** DATA SECTION follows **

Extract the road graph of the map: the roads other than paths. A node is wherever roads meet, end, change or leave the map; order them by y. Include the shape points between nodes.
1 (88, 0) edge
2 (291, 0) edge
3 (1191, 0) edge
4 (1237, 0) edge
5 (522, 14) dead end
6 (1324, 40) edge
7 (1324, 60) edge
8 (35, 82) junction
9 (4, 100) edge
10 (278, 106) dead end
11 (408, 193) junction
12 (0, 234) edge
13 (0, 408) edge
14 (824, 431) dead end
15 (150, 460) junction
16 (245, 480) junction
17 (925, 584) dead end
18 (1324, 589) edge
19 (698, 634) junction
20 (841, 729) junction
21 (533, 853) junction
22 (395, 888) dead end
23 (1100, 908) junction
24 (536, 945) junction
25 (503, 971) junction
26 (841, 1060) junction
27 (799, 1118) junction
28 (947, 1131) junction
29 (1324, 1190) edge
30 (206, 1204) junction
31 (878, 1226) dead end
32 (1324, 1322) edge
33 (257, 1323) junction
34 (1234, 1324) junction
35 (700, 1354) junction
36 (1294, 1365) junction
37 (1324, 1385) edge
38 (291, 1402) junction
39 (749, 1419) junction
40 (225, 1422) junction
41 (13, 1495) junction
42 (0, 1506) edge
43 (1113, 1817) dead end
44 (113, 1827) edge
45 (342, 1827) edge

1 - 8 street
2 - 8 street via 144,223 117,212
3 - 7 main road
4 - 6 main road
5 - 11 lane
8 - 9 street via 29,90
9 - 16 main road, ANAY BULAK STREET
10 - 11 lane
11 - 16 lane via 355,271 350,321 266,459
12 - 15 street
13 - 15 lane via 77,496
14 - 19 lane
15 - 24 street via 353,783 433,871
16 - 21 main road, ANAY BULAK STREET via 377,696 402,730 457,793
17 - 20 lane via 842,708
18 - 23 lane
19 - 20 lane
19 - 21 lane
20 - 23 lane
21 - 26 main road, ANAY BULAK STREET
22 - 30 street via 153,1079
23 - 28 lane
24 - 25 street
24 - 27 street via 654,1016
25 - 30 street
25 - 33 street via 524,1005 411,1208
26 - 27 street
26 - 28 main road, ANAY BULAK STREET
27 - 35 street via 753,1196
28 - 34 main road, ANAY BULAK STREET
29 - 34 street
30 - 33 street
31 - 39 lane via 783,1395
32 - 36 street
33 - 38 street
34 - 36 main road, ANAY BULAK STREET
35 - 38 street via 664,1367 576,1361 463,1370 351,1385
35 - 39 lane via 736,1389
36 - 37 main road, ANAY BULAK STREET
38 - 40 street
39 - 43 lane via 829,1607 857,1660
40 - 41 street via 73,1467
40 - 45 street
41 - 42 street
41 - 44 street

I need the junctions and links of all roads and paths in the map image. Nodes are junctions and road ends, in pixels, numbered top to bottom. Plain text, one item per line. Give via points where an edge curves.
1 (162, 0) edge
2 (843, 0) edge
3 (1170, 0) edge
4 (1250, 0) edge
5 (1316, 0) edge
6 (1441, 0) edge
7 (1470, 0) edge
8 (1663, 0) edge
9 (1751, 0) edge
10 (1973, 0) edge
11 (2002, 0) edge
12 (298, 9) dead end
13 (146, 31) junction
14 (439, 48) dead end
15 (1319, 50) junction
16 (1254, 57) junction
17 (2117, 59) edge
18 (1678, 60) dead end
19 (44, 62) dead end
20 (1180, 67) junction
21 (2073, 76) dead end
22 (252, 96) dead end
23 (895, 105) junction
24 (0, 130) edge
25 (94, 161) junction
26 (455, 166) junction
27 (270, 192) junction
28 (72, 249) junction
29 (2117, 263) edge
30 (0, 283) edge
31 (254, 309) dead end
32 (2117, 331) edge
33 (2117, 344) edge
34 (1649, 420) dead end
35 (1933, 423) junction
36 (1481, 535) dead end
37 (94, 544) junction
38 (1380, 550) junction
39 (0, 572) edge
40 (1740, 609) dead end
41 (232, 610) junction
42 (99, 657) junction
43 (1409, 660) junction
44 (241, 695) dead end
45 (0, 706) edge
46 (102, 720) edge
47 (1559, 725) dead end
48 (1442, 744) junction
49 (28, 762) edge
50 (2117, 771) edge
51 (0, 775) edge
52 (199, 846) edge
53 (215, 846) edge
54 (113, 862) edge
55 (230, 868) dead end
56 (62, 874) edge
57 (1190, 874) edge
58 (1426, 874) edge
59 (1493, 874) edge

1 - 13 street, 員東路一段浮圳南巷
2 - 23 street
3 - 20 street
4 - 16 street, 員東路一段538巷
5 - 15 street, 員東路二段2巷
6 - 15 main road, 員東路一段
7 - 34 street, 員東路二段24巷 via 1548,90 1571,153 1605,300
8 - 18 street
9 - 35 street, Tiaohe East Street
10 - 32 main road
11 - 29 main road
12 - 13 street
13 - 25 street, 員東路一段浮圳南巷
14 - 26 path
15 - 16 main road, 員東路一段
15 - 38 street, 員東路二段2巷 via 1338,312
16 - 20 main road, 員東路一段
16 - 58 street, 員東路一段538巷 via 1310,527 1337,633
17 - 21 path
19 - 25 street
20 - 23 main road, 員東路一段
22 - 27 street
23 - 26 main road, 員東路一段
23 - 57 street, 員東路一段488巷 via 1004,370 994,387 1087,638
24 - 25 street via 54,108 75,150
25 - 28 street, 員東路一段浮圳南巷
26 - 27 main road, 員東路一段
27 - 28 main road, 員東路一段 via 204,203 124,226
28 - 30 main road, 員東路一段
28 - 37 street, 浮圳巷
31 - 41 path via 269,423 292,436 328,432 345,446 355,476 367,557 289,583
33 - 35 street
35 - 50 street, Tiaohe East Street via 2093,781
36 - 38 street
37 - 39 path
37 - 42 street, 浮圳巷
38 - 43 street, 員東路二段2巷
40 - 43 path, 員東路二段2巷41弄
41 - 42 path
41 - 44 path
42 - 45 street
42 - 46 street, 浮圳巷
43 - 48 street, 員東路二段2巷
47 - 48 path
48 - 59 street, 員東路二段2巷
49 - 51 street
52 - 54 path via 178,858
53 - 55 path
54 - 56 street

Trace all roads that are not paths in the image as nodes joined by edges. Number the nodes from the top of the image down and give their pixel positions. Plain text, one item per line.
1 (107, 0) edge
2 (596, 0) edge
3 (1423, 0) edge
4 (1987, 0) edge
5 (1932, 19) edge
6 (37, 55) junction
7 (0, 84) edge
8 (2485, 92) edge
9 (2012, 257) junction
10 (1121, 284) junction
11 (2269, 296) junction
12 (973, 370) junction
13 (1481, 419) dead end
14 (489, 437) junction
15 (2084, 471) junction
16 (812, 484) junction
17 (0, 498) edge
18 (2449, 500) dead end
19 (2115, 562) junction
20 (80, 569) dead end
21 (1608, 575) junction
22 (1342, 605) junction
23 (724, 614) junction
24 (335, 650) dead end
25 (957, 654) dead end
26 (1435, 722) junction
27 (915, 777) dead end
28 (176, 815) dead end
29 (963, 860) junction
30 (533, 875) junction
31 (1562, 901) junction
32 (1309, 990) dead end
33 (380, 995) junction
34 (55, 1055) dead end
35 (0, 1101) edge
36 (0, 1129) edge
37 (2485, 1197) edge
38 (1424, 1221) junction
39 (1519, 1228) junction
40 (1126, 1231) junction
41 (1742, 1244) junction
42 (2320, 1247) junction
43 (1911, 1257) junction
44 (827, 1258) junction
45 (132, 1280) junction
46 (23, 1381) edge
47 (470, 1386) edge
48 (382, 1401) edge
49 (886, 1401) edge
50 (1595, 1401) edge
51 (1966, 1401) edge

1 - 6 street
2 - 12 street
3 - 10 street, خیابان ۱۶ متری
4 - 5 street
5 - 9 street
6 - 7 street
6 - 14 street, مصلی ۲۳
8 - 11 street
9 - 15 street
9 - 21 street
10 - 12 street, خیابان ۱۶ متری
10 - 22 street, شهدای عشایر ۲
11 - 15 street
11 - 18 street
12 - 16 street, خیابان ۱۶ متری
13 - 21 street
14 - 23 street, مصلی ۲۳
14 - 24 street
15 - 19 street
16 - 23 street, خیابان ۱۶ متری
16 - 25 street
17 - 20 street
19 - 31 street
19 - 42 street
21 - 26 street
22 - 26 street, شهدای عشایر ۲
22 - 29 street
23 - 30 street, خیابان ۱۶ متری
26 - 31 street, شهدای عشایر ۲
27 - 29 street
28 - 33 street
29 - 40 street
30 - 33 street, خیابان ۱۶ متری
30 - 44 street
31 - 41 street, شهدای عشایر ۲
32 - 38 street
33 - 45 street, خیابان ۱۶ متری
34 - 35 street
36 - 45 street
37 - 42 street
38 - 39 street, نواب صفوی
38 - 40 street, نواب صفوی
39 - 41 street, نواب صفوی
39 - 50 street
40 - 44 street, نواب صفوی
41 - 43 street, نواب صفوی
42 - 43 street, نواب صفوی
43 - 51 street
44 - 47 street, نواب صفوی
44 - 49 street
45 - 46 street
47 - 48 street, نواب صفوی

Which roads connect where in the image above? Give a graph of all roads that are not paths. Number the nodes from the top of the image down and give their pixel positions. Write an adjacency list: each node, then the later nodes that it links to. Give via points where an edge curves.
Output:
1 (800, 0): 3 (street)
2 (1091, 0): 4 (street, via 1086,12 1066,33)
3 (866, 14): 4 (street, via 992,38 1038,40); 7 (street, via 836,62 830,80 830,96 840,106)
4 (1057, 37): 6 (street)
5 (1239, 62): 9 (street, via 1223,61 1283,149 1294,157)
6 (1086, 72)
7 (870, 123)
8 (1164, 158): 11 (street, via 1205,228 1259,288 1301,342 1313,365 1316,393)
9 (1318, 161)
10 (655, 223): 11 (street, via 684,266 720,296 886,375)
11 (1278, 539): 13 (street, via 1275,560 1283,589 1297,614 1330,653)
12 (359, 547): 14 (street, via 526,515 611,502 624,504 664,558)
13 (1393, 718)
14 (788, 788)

** End of DATA SECTION **

Using the listing above, show each line with the word "East" in it.

9 - 35 street, Tiaohe East Street
35 - 50 street, Tiaohe East Street via 2093,781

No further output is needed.